### WHAT THE TASK ASKS
Each line of the data has to be retyped exactly as it is.

▬▬▬▬▬▬▬▬▬▬

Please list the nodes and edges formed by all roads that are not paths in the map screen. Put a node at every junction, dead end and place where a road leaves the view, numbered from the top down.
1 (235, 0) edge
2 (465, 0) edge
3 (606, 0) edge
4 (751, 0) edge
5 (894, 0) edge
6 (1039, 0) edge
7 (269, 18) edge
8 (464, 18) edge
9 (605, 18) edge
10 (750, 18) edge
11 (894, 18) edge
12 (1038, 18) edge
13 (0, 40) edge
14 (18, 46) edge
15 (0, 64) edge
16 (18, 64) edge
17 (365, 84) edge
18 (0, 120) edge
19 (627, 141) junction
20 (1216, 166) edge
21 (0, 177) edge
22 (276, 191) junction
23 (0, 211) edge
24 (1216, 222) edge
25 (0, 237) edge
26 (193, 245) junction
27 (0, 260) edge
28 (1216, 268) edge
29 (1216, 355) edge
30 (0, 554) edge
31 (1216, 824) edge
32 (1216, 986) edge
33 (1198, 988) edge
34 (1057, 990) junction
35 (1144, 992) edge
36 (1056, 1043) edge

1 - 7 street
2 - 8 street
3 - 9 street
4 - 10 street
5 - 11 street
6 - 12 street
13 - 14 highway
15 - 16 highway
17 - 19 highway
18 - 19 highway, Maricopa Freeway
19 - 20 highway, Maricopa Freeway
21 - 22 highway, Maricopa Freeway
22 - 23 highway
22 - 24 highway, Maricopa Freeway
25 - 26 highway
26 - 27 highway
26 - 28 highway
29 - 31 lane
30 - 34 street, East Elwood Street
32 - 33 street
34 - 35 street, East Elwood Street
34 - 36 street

▬▬▬▬▬▬▬▬▬▬

### TASK RESPONSE
Please list the nodes and edges formed by all roads that are not paths in the map screen. Put a node at every junction, dead end and place where a road leaves the view, numbered from the top down.
1 (235, 0) edge
2 (465, 0) edge
3 (606, 0) edge
4 (751, 0) edge
5 (894, 0) edge
6 (1039, 0) edge
7 (269, 18) edge
8 (464, 18) edge
9 (605, 18) edge
10 (750, 18) edge
11 (894, 18) edge
12 (1038, 18) edge
13 (0, 40) edge
14 (18, 46) edge
15 (0, 64) edge
16 (18, 64) edge
17 (365, 84) edge
18 (0, 120) edge
19 (627, 141) junction
20 (1216, 166) edge
21 (0, 177) edge
22 (276, 191) junction
23 (0, 211) edge
24 (1216, 222) edge
25 (0, 237) edge
26 (193, 245) junction
27 (0, 260) edge
28 (1216, 268) edge
29 (1216, 355) edge
30 (0, 554) edge
31 (1216, 824) edge
32 (1216, 986) edge
33 (1198, 988) edge
34 (1057, 990) junction
35 (1144, 992) edge
36 (1056, 1043) edge

1 - 7 street
2 - 8 street
3 - 9 street
4 - 10 street
5 - 11 street
6 - 12 street
13 - 14 highway
15 - 16 highway
17 - 19 highway
18 - 19 highway, Maricopa Freeway
19 - 20 highway, Maricopa Freeway
21 - 22 highway, Maricopa Freeway
22 - 23 highway
22 - 24 highway, Maricopa Freeway
25 - 26 highway
26 - 27 highway
26 - 28 highway
29 - 31 lane
30 - 34 street, East Elwood Street
32 - 33 street
34 - 35 street, East Elwood Street
34 - 36 street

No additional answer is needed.